Artistic Examination
“Contemporary art in China is very, very vibrant right now,” says Kimerly Rorschach, the director of Duke’s Nasher Museum of Art, which last week opened an exhibit of Chinese photography and video. “The art reflects the amazing changes happening in China.”
The Nasher’s exhibit, Between Past and Future: New Photography and Video from China, is not the only place to find Chinese art on campus. The Screen/Society and Asian/Pacific Studies have been running for four years the film series Cine-East: New Asian Cinema. And Chinese literature and visual media were the subject of a recent conference at Duke, Literature and Visual Culture: Perspectives from China and the U.S. |
Nearly every school at Duke has some program connecting it to China.
The longest running exchange is between Duke Law School and China’s University of Foreign Economic Relations and Trade, which sent graduate Xi-min Shi to Duke in 1982 to pursue a law degree. Paul Carrington, then dean of the law school, reflected on the challenges of initiating this first exchange in an essay “Duke Law in China: A Remembrance.” In it, he wrote, “Getting him out of China was not easy … A call to our alumnus, former President Richard Nixon ’37, did get the attention of the Chinese bureaucracy.”
Today, the law school has ongoing exchanges with a number of Chinese universities and co-sponsors the Asia-America Institute in Translational Law each summer, during which law students from more than a dozen countries take courses at the University of Hong Kong on the legal systems in Asia and the U.S.
“Increasingly American law firms are opening offices in Beijing and Shanghai, in particular,” said Judith Horowitz, associate dean for international studies at the law school. “In their careers, many of our students will end up spending a few days, and sometimes a few years, in Hong Kong or in China.”
Business between the U.S. and China is driving programs at the Fuqua School of Business, which exchanges about a dozen students each year with four Chinese universities. The school has added a language course in beginning Mandarin for business which, to administrators’ surprise, drew 25 students its first year.
“MBA students are extremely selective with their time and the use of their time,” said Bertrand Guillotin, director of the school’s International Center. “For them to take the time to learn Chinese is significant in the sense that it makes you realize how they value China and the importance that China is taking not just in the world economy but in their careers.”
An increasingly interconnected world has shaped the training at Duke’s medical school.

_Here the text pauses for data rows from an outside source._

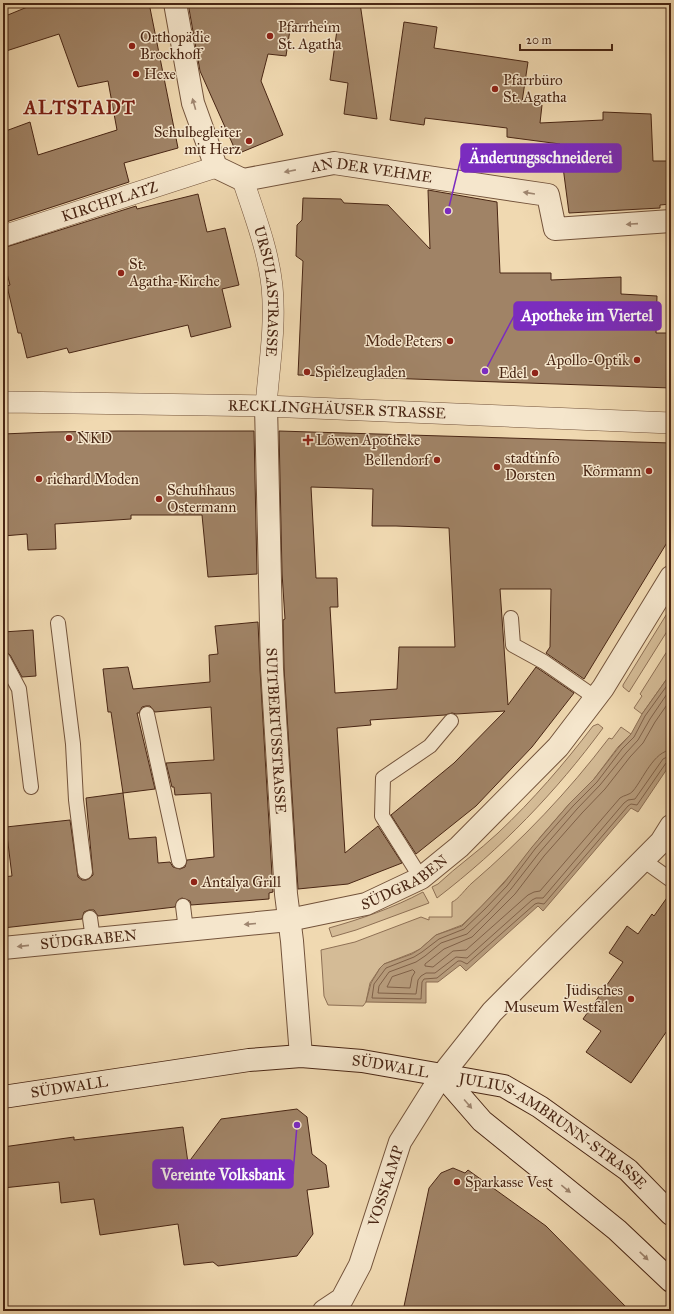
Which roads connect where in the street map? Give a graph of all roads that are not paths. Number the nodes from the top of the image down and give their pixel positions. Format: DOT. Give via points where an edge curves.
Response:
graph roads {
  1 [pos="175,3"];
  2 [pos="216,167"];
  3 [pos="243,180"];
  4 [pos="671,221"];
  5 [pos="3,236"];
  6 [pos="5,397"];
  7 [pos="266,406"];
  8 [pos="671,422"];
  9 [pos="671,577"];
  10 [pos="511,618"];
  11 [pos="58,624"];
  12 [pos="3,660"];
  13 [pos="596,698"];
  14 [pos="147,714"];
  15 [pos="451,721"];
  16 [pos="31,787"];
  17 [pos="671,826"];
  18 [pos="643,860"];
  19 [pos="178,861"];
  20 [pos="85,872"];
  21 [pos="421,878"];
  22 [pos="671,880"];
  23 [pos="183,906"];
  24 [pos="289,920"];
  25 [pos="186,930"];
  26 [pos="3,948"];
  27 [pos="301,1056"];
  28 [pos="442,1075"];
  29 [pos="3,1097"];
  30 [pos="671,1214"];
  31 [pos="671,1281"];
  32 [pos="336,1308"];
  2 -- 1 [label="street, one-way" via="193,103"];
  2 -- 3 [label="street"];
  2 -- 5 [label="street, KIRCHPLATZ"];
  4 -- 3 [label="street, AN DER VEHME, one-way" via="556,229 548,195 334,163"];
  3 -- 7 [label="street, URSULASTRASSE" via="267,255 272,286 273,322"];
  6 -- 7 [label="street, RECKLINGHÄUSER STRASSE"];
  7 -- 8 [label="street, RECKLINGHÄUSER STRASSE"];
  7 -- 24 [label="street, SUITBERTUSSTRASSE" via="272,669"];
  9 -- 13 [label="street, SÜDGRABEN"];
  10 -- 13 [label="lane" via="513,645 544,662"];
  11 -- 20 [label="lane"];
  12 -- 16 [label="lane" via="19,689"];
  13 -- 21 [label="street, SÜDGRABEN" via="558,747 459,848"];
  14 -- 19 [label="lane"];
  15 -- 21 [label="lane" via="430,746 383,778 382,816"];
  17 -- 18 [label="street, SÜDWALL" via="661,842"];
  18 -- 22 [label="lane"];
  18 -- 28 [label="street, SÜDWALL" via="492,1012"];
  21 -- 24 [label="street, SÜDGRABEN" via="366,904"];
  23 -- 25 [label="lane"];
  24 -- 25 [label="street, SÜDGRABEN, one-way"];
  24 -- 27 [label="street, SUITBERTUSSTRASSE"];
  25 -- 26 [label="street, SÜDGRABEN, one-way" via="92,928"];
  27 -- 28 [label="street, SÜDWALL" via="362,1061"];
  27 -- 29 [label="street, SÜDWALL" via="249,1060"];
  28 -- 30 [label="street, JULIUS-AMBRUNN-STRASSE" via="504,1086 534,1104 628,1170"];
  28 -- 31 [label="street, JULIUS-AMBRUNN-STRASSE, one-way" via="482,1121 618,1230"];
  28 -- 32 [label="street, VOSSKAMP" via="400,1142 360,1265"];
}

“A lot of what’s driving our international programs is the idea that we are a global society and that if there are problems in one part of the globe, that will affect us,” said Dr. Ralph Corey, a professor of medicine and infectious disease and director of Duke’s Hubert-Yeargan Center for Global Health. “China is a great example where, if you have SARS in China, then you have SARS around the world.”

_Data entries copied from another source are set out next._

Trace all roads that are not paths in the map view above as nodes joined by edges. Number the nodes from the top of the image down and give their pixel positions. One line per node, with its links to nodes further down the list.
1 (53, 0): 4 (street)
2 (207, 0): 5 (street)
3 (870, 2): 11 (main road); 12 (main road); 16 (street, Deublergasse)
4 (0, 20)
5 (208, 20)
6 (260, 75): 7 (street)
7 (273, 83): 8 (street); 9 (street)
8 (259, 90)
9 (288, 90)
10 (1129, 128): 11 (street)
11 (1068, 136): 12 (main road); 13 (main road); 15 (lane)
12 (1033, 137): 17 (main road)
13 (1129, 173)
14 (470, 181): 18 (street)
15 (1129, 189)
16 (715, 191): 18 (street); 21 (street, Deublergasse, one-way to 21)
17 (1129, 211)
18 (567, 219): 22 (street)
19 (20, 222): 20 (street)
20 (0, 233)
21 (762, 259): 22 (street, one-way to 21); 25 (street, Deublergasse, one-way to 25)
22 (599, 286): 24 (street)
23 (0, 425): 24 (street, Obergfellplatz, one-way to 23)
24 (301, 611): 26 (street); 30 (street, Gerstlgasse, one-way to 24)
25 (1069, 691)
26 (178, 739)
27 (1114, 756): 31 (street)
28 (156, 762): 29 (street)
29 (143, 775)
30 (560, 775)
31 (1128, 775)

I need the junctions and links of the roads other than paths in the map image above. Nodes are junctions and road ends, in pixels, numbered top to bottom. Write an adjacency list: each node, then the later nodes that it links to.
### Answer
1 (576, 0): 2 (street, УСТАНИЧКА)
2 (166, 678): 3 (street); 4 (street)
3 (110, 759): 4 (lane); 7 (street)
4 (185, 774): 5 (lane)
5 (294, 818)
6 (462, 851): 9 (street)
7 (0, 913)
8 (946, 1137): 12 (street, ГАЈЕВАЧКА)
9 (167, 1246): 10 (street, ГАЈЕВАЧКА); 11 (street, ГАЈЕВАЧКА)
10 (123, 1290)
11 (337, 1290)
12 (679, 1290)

Corey set up a medical residency exchange 19 years ago with Beijing Hospital. Through it, 32 Duke residents have been trained for a year in Beijing and 14 Chinese residents have come to Durham.
Duke’s Asian/Pacific Studies Institute stands at the center of the university’s study of Chinese culture and history. This summer, the institute was again designated by the Department of Education as one of 18 National Resource Centers for scholarship on East Asia. Its master’s program has grown steadily from its beginning in 1999 to about 14 students today. Its summer program for undergraduate research has sent 30 students to China in four years.
Sucheta Mazumdar, a member of the institute and a professor of Chinese and Asian American history, said the study of China at Duke is marked by expertise in contemporary China as well as research that cuts across academics disciplines.
“We’re really trying to see China connected to the rest of the world,” she said.